I want to reach out and touch Ali Lander-Shindler’s stitched meat series. The Chicago-based freelance artist contrasts the delicate craft of needlepoint with crass, fleshy innuendos and humorously marries them with familiar type. The embroidery has a delectable texture that would make it difficult to refrain from running my fingers along it.
Each piece takes her anywhere between six and 18 hours to complete. She accents the letters with different stitching techniques and beautiful color gradients. The type and color choices are subjective but depending on the innuendo and the weight of its words, Lander-Shindler chooses her typefaces carefully. She traces the lettering onto her canvas or occasionally uses carbon paper transfers. For phrases like “Skirt Steak” she chose a thick, bold typeface as the representative. The gentler phrase “Tender Veal” gets thin, curvy serifs. The “Tender Veal” piece is my particular favorite because the floral pattern of the canvas, which amplifies the contrast between masculinity and femininity and builds the playfulness behind the idea. Lander-Shindler kept to a warm color palette, using reds and maroons, and, in the case of Canadian Bacon, very flesh-colored thread.

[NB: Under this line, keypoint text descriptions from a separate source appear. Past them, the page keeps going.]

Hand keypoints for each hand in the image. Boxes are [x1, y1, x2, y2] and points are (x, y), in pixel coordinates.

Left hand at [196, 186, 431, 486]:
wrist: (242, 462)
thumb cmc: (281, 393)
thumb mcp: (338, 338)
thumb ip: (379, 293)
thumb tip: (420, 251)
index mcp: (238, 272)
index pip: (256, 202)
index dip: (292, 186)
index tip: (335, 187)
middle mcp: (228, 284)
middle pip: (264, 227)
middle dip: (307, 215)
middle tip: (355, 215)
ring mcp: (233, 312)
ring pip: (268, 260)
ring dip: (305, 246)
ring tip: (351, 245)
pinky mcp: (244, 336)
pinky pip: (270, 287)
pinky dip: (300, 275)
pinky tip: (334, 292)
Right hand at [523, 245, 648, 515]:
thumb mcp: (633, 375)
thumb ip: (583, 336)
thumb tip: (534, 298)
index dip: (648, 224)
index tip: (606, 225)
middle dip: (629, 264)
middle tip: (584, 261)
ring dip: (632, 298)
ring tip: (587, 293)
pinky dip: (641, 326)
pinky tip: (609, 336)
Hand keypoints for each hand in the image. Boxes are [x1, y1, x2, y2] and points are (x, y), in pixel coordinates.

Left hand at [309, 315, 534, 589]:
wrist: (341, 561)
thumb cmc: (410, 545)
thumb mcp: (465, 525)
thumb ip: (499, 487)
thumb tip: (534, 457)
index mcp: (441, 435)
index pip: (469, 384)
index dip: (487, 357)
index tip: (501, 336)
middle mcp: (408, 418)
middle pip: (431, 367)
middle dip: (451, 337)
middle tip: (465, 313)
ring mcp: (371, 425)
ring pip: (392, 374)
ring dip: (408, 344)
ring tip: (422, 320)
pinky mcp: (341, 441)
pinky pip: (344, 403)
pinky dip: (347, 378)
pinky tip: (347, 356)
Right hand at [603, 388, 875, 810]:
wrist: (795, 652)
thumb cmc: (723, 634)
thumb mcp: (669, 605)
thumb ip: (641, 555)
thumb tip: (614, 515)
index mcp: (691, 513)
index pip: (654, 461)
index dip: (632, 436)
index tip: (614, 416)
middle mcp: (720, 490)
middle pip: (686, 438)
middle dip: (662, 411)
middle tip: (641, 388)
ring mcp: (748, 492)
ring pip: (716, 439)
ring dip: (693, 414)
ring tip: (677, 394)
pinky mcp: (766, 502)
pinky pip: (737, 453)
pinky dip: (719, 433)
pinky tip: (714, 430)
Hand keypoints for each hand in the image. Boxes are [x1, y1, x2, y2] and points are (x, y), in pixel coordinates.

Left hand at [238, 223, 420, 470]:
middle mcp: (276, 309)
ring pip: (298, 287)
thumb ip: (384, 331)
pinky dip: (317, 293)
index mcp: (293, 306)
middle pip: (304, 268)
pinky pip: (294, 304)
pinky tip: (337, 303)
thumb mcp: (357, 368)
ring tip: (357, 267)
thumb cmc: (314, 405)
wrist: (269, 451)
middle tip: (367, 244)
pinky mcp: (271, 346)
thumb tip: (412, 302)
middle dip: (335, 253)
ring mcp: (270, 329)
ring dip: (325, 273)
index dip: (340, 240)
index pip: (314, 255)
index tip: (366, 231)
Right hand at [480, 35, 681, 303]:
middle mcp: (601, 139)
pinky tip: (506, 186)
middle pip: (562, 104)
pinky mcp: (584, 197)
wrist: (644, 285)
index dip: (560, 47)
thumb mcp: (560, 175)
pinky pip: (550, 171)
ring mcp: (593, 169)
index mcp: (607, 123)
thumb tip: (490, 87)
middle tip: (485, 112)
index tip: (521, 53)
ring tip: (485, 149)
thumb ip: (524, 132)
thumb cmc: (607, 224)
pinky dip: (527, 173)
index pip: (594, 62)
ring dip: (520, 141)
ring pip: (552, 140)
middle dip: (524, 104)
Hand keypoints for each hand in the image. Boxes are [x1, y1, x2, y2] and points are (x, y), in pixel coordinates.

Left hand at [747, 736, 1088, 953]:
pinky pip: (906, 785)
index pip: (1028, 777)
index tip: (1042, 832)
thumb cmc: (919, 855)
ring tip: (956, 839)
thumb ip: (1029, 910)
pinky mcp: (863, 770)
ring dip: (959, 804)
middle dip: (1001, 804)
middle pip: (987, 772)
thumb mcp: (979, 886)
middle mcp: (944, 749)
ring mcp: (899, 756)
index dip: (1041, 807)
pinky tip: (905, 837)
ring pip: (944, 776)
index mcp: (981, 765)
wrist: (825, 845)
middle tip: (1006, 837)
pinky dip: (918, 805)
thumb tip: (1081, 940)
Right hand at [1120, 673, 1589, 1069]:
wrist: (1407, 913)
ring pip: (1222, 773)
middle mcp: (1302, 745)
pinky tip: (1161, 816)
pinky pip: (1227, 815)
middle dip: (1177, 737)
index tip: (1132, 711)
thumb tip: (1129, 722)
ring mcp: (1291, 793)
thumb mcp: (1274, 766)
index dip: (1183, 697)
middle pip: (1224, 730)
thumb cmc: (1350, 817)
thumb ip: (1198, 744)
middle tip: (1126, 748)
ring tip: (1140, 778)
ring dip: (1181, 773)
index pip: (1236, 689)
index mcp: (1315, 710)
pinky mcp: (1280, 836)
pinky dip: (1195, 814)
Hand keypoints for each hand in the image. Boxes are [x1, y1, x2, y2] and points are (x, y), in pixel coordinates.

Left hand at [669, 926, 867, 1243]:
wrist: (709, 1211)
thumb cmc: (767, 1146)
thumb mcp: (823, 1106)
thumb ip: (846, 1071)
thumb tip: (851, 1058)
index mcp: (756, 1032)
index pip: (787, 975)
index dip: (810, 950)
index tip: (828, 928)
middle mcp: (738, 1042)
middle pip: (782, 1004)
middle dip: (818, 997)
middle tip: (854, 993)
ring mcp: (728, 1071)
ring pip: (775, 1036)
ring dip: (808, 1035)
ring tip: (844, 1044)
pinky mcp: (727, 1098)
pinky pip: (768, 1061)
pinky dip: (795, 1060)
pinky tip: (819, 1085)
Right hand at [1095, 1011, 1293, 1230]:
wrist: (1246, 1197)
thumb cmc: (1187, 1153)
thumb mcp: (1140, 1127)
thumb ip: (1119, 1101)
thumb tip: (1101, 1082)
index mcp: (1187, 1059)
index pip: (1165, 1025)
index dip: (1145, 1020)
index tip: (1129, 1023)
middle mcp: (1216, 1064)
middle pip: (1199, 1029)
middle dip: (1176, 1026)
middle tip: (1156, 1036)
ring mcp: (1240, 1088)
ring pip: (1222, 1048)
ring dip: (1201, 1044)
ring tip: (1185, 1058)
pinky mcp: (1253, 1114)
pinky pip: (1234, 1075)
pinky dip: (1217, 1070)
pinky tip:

The tongue-in-cheek meat series, along with much of Lander-Shindler’s other work, explores instinctual human needs. While she does not intend for her work to preach, Lander-Shindler’s work brings some awareness to objectification and evokes thought about the way humans categorize other humans. But above all, they are meant to be funny. The use of meat was an intentionally grotesque way to analyze what attracts and repels us to one another. The biological imperative most prominently featured in her works is sex — a bold topic for the innocent craft.
Embroidery, taught to her by her grandmother, is therapeutic to Lander-Shindler and she values keeping the the craft alive. She doesn’t have any work for sale at the moment but I’d keep an eye on her Esty shop if any of you carnivores want to dress your kitchen with her cheeky needlepoint.